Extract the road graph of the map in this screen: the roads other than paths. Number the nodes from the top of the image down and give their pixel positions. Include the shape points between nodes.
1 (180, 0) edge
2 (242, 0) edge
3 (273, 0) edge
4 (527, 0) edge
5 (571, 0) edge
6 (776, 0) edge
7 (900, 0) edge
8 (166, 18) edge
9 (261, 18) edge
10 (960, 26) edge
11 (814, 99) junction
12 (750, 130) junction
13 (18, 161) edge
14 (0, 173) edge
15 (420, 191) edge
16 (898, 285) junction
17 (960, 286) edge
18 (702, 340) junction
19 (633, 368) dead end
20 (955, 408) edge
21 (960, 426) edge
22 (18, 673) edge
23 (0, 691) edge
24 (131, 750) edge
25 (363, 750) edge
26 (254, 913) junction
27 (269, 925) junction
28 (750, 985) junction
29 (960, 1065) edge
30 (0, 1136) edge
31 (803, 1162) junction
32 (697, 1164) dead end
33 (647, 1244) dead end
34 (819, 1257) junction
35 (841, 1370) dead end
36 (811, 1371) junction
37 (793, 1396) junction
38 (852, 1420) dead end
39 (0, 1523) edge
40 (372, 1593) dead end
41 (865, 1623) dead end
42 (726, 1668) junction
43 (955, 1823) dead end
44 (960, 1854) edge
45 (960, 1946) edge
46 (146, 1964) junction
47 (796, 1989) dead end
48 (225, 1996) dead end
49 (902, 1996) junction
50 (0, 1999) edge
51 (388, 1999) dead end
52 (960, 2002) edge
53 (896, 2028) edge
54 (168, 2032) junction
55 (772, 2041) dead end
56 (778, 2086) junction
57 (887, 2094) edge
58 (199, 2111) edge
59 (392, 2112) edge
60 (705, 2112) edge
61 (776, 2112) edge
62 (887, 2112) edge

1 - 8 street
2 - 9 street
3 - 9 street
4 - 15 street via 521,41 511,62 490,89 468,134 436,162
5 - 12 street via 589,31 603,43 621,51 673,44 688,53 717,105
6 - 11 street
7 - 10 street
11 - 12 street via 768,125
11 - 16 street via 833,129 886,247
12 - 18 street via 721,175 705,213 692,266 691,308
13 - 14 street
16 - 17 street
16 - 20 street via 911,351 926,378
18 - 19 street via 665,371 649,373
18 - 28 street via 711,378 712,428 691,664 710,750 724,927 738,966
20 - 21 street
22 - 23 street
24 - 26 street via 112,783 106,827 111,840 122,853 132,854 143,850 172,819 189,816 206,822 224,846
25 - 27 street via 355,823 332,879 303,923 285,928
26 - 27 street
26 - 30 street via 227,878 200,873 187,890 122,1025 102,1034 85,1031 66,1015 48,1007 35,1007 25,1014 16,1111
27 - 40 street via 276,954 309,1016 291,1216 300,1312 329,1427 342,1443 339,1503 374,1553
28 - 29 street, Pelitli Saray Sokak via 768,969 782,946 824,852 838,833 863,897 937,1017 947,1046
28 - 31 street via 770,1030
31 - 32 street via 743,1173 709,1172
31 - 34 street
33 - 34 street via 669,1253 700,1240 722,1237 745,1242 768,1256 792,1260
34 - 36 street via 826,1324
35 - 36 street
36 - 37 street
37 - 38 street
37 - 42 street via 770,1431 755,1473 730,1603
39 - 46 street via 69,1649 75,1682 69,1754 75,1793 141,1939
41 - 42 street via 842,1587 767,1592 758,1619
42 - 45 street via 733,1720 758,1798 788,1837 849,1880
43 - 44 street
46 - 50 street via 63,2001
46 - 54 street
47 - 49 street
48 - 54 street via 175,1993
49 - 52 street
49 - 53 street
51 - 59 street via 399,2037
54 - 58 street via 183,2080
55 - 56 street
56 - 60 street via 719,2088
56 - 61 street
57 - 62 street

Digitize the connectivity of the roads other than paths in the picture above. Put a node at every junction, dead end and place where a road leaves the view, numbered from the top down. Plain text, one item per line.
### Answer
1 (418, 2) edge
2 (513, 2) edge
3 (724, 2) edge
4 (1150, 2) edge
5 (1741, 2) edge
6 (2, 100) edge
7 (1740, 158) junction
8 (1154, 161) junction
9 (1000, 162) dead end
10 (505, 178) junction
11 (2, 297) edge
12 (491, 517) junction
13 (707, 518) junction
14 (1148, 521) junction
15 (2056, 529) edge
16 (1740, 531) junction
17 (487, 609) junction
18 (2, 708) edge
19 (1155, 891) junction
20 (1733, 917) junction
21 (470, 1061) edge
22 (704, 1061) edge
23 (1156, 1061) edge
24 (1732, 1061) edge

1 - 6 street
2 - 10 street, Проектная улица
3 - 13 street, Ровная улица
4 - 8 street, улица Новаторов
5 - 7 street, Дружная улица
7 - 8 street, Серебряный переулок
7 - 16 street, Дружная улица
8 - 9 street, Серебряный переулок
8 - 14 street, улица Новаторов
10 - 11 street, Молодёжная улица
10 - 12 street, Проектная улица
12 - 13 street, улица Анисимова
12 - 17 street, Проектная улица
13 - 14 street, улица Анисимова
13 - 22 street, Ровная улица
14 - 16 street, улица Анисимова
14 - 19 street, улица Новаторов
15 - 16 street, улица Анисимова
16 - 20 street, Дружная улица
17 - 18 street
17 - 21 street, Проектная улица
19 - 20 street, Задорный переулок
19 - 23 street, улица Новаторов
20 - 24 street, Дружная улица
********************
WHAT IS REQUIRED –
An exact copy of all the records above is needed.

SOLUTION TO THE EXERCISE –
Extract the road graph of the map in this screen: the roads other than paths. Number the nodes from the top of the image down and give their pixel positions. Include the shape points between nodes.
1 (180, 0) edge
2 (242, 0) edge
3 (273, 0) edge
4 (527, 0) edge
5 (571, 0) edge
6 (776, 0) edge
7 (900, 0) edge
8 (166, 18) edge
9 (261, 18) edge
10 (960, 26) edge
11 (814, 99) junction
12 (750, 130) junction
13 (18, 161) edge
14 (0, 173) edge
15 (420, 191) edge
16 (898, 285) junction
17 (960, 286) edge
18 (702, 340) junction
19 (633, 368) dead end
20 (955, 408) edge
21 (960, 426) edge
22 (18, 673) edge
23 (0, 691) edge
24 (131, 750) edge
25 (363, 750) edge
26 (254, 913) junction
27 (269, 925) junction
28 (750, 985) junction
29 (960, 1065) edge
30 (0, 1136) edge
31 (803, 1162) junction
32 (697, 1164) dead end
33 (647, 1244) dead end
34 (819, 1257) junction
35 (841, 1370) dead end
36 (811, 1371) junction
37 (793, 1396) junction
38 (852, 1420) dead end
39 (0, 1523) edge
40 (372, 1593) dead end
41 (865, 1623) dead end
42 (726, 1668) junction
43 (955, 1823) dead end
44 (960, 1854) edge
45 (960, 1946) edge
46 (146, 1964) junction
47 (796, 1989) dead end
48 (225, 1996) dead end
49 (902, 1996) junction
50 (0, 1999) edge
51 (388, 1999) dead end
52 (960, 2002) edge
53 (896, 2028) edge
54 (168, 2032) junction
55 (772, 2041) dead end
56 (778, 2086) junction
57 (887, 2094) edge
58 (199, 2111) edge
59 (392, 2112) edge
60 (705, 2112) edge
61 (776, 2112) edge
62 (887, 2112) edge

1 - 8 street
2 - 9 street
3 - 9 street
4 - 15 street via 521,41 511,62 490,89 468,134 436,162
5 - 12 street via 589,31 603,43 621,51 673,44 688,53 717,105
6 - 11 street
7 - 10 street
11 - 12 street via 768,125
11 - 16 street via 833,129 886,247
12 - 18 street via 721,175 705,213 692,266 691,308
13 - 14 street
16 - 17 street
16 - 20 street via 911,351 926,378
18 - 19 street via 665,371 649,373
18 - 28 street via 711,378 712,428 691,664 710,750 724,927 738,966
20 - 21 street
22 - 23 street
24 - 26 street via 112,783 106,827 111,840 122,853 132,854 143,850 172,819 189,816 206,822 224,846
25 - 27 street via 355,823 332,879 303,923 285,928
26 - 27 street
26 - 30 street via 227,878 200,873 187,890 122,1025 102,1034 85,1031 66,1015 48,1007 35,1007 25,1014 16,1111
27 - 40 street via 276,954 309,1016 291,1216 300,1312 329,1427 342,1443 339,1503 374,1553
28 - 29 street, Pelitli Saray Sokak via 768,969 782,946 824,852 838,833 863,897 937,1017 947,1046
28 - 31 street via 770,1030
31 - 32 street via 743,1173 709,1172
31 - 34 street
33 - 34 street via 669,1253 700,1240 722,1237 745,1242 768,1256 792,1260
34 - 36 street via 826,1324
35 - 36 street
36 - 37 street
37 - 38 street
37 - 42 street via 770,1431 755,1473 730,1603
39 - 46 street via 69,1649 75,1682 69,1754 75,1793 141,1939
41 - 42 street via 842,1587 767,1592 758,1619
42 - 45 street via 733,1720 758,1798 788,1837 849,1880
43 - 44 street
46 - 50 street via 63,2001
46 - 54 street
47 - 49 street
48 - 54 street via 175,1993
49 - 52 street
49 - 53 street
51 - 59 street via 399,2037
54 - 58 street via 183,2080
55 - 56 street
56 - 60 street via 719,2088
56 - 61 street
57 - 62 street

Digitize the connectivity of the roads other than paths in the picture above. Put a node at every junction, dead end and place where a road leaves the view, numbered from the top down. Plain text, one item per line.
### Answer
1 (418, 2) edge
2 (513, 2) edge
3 (724, 2) edge
4 (1150, 2) edge
5 (1741, 2) edge
6 (2, 100) edge
7 (1740, 158) junction
8 (1154, 161) junction
9 (1000, 162) dead end
10 (505, 178) junction
11 (2, 297) edge
12 (491, 517) junction
13 (707, 518) junction
14 (1148, 521) junction
15 (2056, 529) edge
16 (1740, 531) junction
17 (487, 609) junction
18 (2, 708) edge
19 (1155, 891) junction
20 (1733, 917) junction
21 (470, 1061) edge
22 (704, 1061) edge
23 (1156, 1061) edge
24 (1732, 1061) edge

1 - 6 street
2 - 10 street, Проектная улица
3 - 13 street, Ровная улица
4 - 8 street, улица Новаторов
5 - 7 street, Дружная улица
7 - 8 street, Серебряный переулок
7 - 16 street, Дружная улица
8 - 9 street, Серебряный переулок
8 - 14 street, улица Новаторов
10 - 11 street, Молодёжная улица
10 - 12 street, Проектная улица
12 - 13 street, улица Анисимова
12 - 17 street, Проектная улица
13 - 14 street, улица Анисимова
13 - 22 street, Ровная улица
14 - 16 street, улица Анисимова
14 - 19 street, улица Новаторов
15 - 16 street, улица Анисимова
16 - 20 street, Дружная улица
17 - 18 street
17 - 21 street, Проектная улица
19 - 20 street, Задорный переулок
19 - 23 street, улица Новаторов
20 - 24 street, Дружная улица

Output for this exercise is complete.